Under the federal Affordable Care Act, states must include dental services for children in their basic benefit package but the law also stipulates that if a state includes adult dental care in the package, the state must pay the full cost of providing this service.

It’s estimated that roughly 100,000 Vermonters will initially get their health insurance through the exchange and the cost of adding adult dental services is around $20 million a year.

The Shumlin Administration opposed the plan because of its cost, and by a 3-to-2 vote, the Board agreed with the Administration’s position. Anya Rader Wallack is the chair of the Board. She says the creation of the Exchange isn’t the proper time to expand services.

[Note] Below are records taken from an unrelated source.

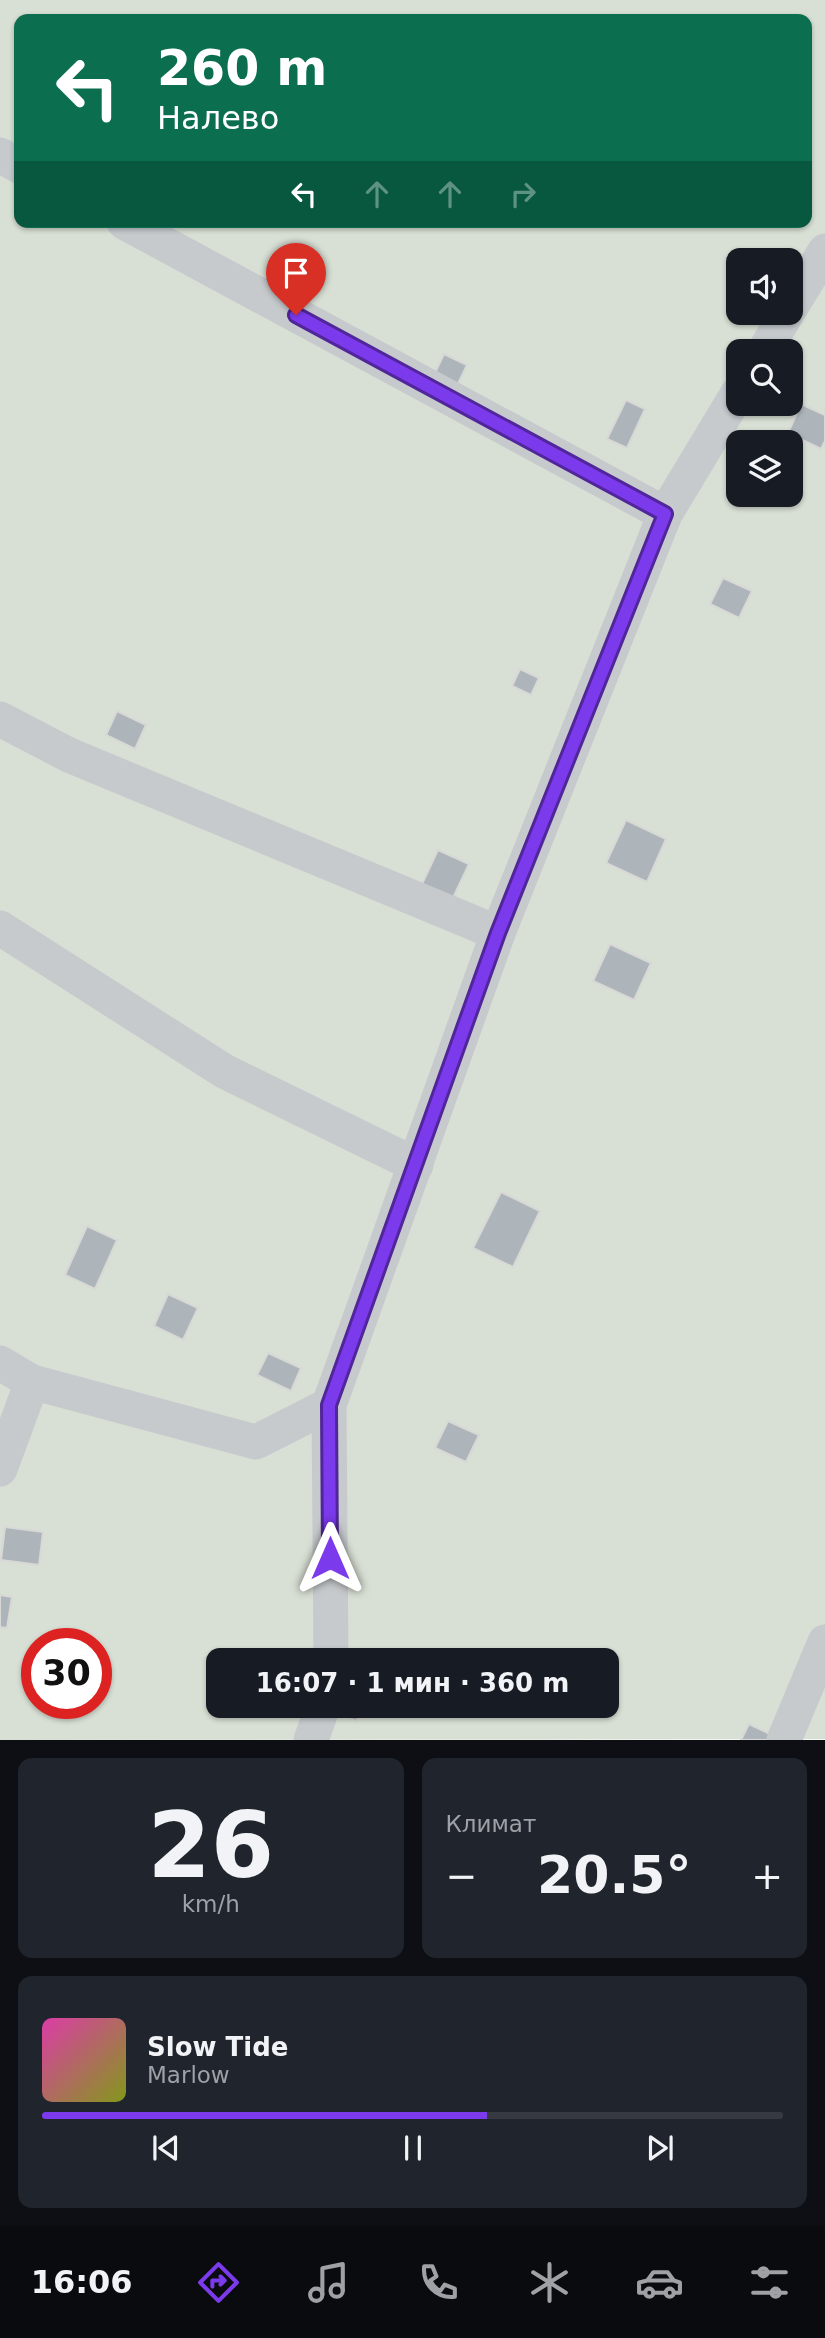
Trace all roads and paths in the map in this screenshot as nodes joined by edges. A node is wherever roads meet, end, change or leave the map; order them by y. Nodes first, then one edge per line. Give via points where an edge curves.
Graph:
1 (135, 228) edge
2 (825, 251) edge
3 (803, 287) edge
4 (726, 413) edge
5 (665, 514) junction
6 (0, 719) edge
7 (0, 928) edge
8 (498, 933) junction
9 (416, 1165) junction
10 (0, 1363) edge
11 (32, 1382) junction
12 (329, 1405) junction
13 (0, 1469) edge
14 (825, 1642) edge
15 (331, 1648) edge
16 (319, 1718) edge
17 (311, 1740) edge
18 (784, 1740) edge

1 - 5 street
2 - 3 street
4 - 5 street
5 - 8 street
6 - 8 street via 69,755
7 - 9 street via 224,1071
8 - 9 street
9 - 12 street
10 - 11 street
11 - 12 street via 256,1442
11 - 13 street
12 - 15 street
14 - 18 street
16 - 17 street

"At least some of us on the Board felt like it was not the best way to solve this problem," said Rader Wallack. "And that what the exchange was intended to is really mirror the current insurance marketplace and create as little disruption and additional cost as possible while offering some improvement in terms of how the marketplace is organized."

Donna Sutton Fay is the Policy Director for the Vermont Campaign for Health Care Security. She’s very disappointed by the Board’s vote because she says there are at least 60,000 Vermonters who can’t afford to see a dentist.

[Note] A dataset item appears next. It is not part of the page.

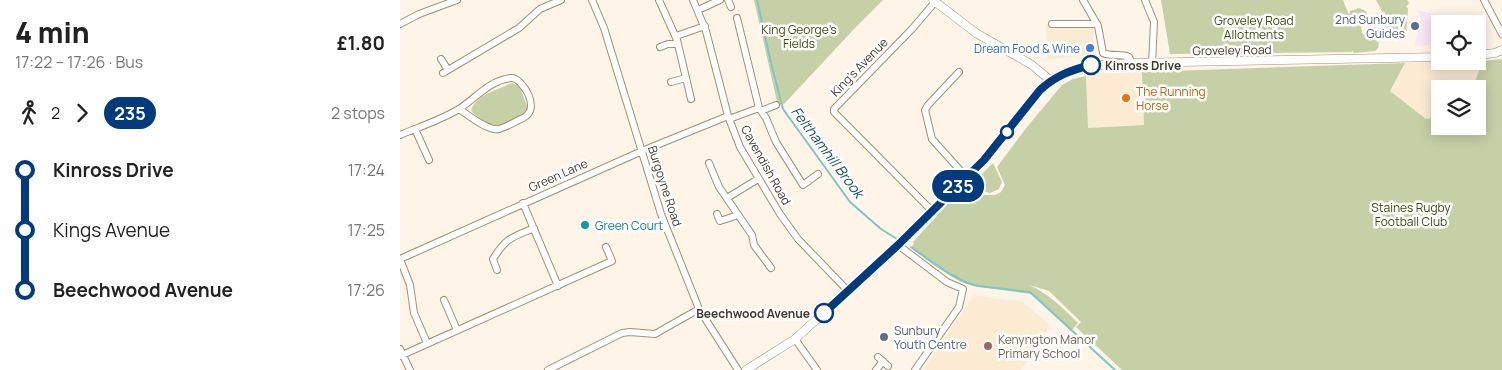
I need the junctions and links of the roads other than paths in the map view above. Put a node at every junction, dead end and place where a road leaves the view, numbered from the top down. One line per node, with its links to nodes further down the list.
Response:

"It’s definitely our view that it would be money well spent and it’s part of health care," said Sutton Fay. "I mean access to dental is a huge issue in Vermont so it’s our view that clearly it would be money well spent."

And Sutton Fay says the vote raises doubt about the Shumlin Administration’s commitment to include adult dental services in a Single Payer system in the future.

"So not adding adult dental seems to indicate a lack of commitment to actually covering adult dental even down the road."

Rader Wallack says that’s an incorrect conclusion because the purpose of the exchange and the goals of a single payer system are very different.

"One is tinkering around the edges," said Rader Wallack. "The other is really trying to redesign the system so that we can cover the core needs of Vermonters and a pretty compelling case has been made to us that this is a core need."

Rader Wallack says the Board did agree to commission a special study to help determine the most cost effective way to provide dental care to adults in the future.